In the system I am using, we restrict this method (detecting IP of host that
sent message via some particular forwarder), to a specific set of known
forwarders.
Furthermore, the mail is not rejected or blocked, but instead, diverted to a
spam-holding account, where we can recover false positives, if a complaint
should ever arise. It will also be a prime source of spam, should we decide
to ever implement a Bayesian filter. ;)
There are a lot of "email forwarding for life" services provided by colleges
and universities, and I suspect the number of these will grow over time.
The institutions that provide these services tend to *not* do any filtering.
It is a deliberate decision, based on the idea that even one false positive is
too many, for such a service.
I believe, given their large number of very diverse customers, that they are
correct in this approach. As a customer of such a service, I am happy to know
that they are not blocking anything, since I can then sort through and block
what I want on my end, or not. (Exactly the same idea as "let the end-user do
the filtering with their MUA" and the "I want to sort my own snail mail, not
let the postman do it for me.")
>
> If everyone else tries to hide their problem, they'll have no motive
> to stop accepting and forwarding bad mail.
Define "bad mail" with 100% precision that all customers can agree on.
Now imagine you are a prestigious university, and you know perfectly well
there is a high probability that at least some of your clients may be
researchers who are studying spam in great academic detail! Perhaps some of
them are using their account to collect spam to prime their own Bayesian
filters for their "real" email account... Imagine any of a 1,000 such
scenarios. And ask the question again...
>And the only other ways of
> shielding users from harmful or nuisance mail would seem to be
> blackholing (which hardly makes for a reliable email system!) or
> laundering (which brings its own disadvantages in terms of downstream
> recognition).
>
> IMHO and YMMV, for sure.
>
Well, there is also the option I am using, which is to divert the mail to a
spam-holding account. There is no bounce. It does not appear in the user's
inbox. And, if a user comes to me and says "Hey, sender xyz sent me an email
last Tuesday, and I never got it," at least I've got someplace to look for it.
For normal RBL blocks, done at SMTP time, if a false positive occurs, the
sender is alerted and can take steps to correct the problem.
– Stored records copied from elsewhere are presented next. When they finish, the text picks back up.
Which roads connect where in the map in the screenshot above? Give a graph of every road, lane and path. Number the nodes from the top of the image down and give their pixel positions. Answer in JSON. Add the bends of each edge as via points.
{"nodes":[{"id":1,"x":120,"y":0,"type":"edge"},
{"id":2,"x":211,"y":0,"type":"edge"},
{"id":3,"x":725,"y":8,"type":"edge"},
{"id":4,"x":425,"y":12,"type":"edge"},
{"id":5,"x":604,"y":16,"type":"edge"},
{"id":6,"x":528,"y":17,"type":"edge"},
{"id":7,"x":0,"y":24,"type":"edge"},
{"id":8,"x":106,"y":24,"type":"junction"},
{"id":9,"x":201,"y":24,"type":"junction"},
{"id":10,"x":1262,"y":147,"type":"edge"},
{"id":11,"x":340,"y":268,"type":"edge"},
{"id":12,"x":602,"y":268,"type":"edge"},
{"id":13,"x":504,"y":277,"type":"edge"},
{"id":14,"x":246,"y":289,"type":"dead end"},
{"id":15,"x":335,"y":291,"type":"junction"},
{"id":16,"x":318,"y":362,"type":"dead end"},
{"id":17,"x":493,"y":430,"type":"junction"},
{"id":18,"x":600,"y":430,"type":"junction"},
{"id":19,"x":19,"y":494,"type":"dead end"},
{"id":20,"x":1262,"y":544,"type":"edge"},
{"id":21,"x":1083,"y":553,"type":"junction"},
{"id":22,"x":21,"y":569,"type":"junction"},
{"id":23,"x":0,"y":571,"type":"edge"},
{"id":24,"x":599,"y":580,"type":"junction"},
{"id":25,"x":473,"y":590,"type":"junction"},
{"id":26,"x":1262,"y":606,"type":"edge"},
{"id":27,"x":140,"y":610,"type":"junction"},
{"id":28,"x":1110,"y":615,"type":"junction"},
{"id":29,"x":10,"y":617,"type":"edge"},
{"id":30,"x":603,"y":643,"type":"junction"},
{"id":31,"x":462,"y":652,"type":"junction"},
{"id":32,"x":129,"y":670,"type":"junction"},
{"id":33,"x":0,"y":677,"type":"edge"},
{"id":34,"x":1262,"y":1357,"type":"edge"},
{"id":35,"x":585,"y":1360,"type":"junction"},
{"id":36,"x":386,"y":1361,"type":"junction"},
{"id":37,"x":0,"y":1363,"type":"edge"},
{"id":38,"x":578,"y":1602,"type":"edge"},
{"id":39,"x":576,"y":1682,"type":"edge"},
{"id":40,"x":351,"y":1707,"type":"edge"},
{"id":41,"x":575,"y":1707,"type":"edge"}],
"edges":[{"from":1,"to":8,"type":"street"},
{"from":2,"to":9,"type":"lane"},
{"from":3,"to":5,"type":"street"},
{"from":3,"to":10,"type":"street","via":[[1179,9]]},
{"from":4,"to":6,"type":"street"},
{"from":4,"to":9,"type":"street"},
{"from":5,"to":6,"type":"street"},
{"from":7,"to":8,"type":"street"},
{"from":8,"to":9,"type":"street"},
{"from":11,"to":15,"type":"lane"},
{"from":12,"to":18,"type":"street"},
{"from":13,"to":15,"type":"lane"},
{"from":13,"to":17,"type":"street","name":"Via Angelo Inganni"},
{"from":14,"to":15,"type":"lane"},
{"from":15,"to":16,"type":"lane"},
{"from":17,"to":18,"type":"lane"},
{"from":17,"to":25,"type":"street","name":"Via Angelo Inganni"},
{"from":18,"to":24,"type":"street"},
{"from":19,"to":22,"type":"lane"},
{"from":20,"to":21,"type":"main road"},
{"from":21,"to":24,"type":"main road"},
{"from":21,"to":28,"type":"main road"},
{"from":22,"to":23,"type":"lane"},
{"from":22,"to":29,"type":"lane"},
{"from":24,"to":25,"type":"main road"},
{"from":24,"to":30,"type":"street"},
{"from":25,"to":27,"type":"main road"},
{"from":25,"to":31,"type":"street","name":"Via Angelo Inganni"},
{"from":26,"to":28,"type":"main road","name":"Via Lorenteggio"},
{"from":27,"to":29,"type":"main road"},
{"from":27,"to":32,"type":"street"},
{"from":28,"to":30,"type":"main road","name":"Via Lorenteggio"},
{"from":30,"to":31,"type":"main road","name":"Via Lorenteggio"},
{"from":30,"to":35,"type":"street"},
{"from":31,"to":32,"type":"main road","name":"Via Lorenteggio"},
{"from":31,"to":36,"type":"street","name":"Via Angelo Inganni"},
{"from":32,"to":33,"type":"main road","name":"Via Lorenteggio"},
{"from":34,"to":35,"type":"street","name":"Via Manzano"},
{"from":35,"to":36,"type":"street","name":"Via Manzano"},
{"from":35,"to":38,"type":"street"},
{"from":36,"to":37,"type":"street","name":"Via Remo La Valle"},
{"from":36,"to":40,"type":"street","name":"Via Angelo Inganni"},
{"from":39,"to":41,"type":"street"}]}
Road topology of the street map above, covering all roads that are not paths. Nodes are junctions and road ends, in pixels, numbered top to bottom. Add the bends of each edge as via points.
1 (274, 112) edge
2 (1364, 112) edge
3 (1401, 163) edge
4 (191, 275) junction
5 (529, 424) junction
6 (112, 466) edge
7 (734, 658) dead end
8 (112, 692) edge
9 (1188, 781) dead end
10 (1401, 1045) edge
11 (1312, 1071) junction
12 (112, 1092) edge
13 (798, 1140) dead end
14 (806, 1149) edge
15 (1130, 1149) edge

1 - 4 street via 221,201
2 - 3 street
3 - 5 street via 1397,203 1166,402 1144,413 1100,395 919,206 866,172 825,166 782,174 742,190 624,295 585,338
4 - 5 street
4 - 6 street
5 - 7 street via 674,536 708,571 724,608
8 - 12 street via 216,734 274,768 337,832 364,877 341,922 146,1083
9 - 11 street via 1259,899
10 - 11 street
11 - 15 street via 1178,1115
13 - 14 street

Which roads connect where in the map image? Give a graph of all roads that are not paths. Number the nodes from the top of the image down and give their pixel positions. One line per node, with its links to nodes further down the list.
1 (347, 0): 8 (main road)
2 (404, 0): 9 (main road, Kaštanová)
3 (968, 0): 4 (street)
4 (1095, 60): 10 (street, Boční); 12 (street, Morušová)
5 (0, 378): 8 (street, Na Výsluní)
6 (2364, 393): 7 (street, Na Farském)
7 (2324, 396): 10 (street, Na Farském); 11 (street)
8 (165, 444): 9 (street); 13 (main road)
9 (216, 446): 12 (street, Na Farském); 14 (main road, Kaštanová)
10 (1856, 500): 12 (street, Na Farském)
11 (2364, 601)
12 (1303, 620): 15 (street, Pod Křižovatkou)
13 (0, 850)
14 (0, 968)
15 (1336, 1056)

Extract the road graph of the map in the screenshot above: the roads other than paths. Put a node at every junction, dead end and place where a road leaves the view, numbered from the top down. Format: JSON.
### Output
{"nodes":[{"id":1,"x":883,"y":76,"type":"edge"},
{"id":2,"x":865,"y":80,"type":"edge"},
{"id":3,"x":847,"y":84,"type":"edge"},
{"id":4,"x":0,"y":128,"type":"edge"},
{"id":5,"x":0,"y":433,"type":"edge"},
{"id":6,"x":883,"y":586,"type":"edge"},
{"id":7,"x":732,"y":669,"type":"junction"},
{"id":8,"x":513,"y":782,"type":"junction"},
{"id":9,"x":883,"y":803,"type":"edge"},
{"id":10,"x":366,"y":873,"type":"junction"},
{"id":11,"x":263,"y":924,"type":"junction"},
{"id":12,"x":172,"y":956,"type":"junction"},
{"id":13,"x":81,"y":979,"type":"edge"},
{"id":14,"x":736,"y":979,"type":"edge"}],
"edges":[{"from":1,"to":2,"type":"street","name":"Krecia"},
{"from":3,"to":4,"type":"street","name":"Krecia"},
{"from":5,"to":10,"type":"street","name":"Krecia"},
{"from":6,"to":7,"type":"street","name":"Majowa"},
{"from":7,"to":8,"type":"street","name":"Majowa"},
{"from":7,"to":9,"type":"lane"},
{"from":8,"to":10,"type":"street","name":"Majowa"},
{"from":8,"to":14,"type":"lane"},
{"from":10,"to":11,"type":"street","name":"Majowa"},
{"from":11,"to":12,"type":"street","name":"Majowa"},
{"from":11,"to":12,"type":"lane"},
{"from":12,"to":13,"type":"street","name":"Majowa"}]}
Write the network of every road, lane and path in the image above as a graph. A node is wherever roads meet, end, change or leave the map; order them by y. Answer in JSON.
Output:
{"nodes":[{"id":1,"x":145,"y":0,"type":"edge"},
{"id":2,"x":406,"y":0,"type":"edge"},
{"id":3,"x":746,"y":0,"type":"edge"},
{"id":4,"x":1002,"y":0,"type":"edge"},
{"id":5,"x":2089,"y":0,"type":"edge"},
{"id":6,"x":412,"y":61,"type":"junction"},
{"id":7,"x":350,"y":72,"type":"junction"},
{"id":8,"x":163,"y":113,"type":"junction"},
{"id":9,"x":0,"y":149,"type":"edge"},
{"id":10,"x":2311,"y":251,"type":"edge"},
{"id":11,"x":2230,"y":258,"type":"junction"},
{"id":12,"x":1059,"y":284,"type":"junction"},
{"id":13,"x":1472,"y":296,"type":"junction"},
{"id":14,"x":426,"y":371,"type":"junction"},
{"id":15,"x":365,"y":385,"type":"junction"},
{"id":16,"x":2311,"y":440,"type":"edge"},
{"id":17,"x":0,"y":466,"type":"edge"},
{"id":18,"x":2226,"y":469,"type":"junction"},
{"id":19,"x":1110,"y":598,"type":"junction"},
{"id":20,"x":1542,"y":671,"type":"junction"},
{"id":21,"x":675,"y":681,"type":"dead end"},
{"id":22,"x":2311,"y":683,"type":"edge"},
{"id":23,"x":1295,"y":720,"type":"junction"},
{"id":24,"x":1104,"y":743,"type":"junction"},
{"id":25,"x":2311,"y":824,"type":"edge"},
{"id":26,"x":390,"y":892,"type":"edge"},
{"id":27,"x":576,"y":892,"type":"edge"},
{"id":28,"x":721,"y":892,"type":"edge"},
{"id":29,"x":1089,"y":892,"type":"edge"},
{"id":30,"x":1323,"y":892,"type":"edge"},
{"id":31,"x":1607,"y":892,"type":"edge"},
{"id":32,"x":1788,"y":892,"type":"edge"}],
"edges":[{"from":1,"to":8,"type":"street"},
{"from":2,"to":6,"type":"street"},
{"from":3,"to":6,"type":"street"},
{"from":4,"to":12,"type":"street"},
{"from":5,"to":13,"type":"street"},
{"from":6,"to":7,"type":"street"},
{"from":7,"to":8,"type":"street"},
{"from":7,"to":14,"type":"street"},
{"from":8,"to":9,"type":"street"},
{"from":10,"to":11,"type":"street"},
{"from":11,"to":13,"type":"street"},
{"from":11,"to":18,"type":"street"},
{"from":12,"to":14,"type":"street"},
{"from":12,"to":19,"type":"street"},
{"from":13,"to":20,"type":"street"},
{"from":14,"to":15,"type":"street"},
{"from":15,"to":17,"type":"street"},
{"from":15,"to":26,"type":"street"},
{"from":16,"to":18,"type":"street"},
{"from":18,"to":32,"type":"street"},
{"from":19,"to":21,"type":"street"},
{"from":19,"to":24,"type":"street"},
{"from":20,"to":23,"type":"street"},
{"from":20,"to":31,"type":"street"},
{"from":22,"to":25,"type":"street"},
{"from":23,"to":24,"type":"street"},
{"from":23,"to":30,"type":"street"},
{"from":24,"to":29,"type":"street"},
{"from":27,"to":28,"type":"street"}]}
In this special case, applying RBLs to forwarded emails, from certain known
forwarders, we cannot risk sending bounces, for the simple reason that we
don't want to generate lots of "collateral spam" to innocent 3rd parties. We
also don't want to piss off the generous institution(s) providing the free
forwarding service(s). ;)
The vast bulk of emails caught this way are going to be true spam, and I'd
love to just blackhole them. But, since I can't alert the sender, I feel
obligated to keep the mail around for a little while, just in case.
My preferred solution would be to migrate to a different mail box format, so I
can divert the email to each customer's "spam" folder, and let *them* do any
looking for false positives. This will work nicely with IMAP service, I
think.
Any suggestions for the correct mailbox format to use for this approach? I'm
still using the default (all messages appended into one file for each user),
which does not support individual folders like this, AFAIK.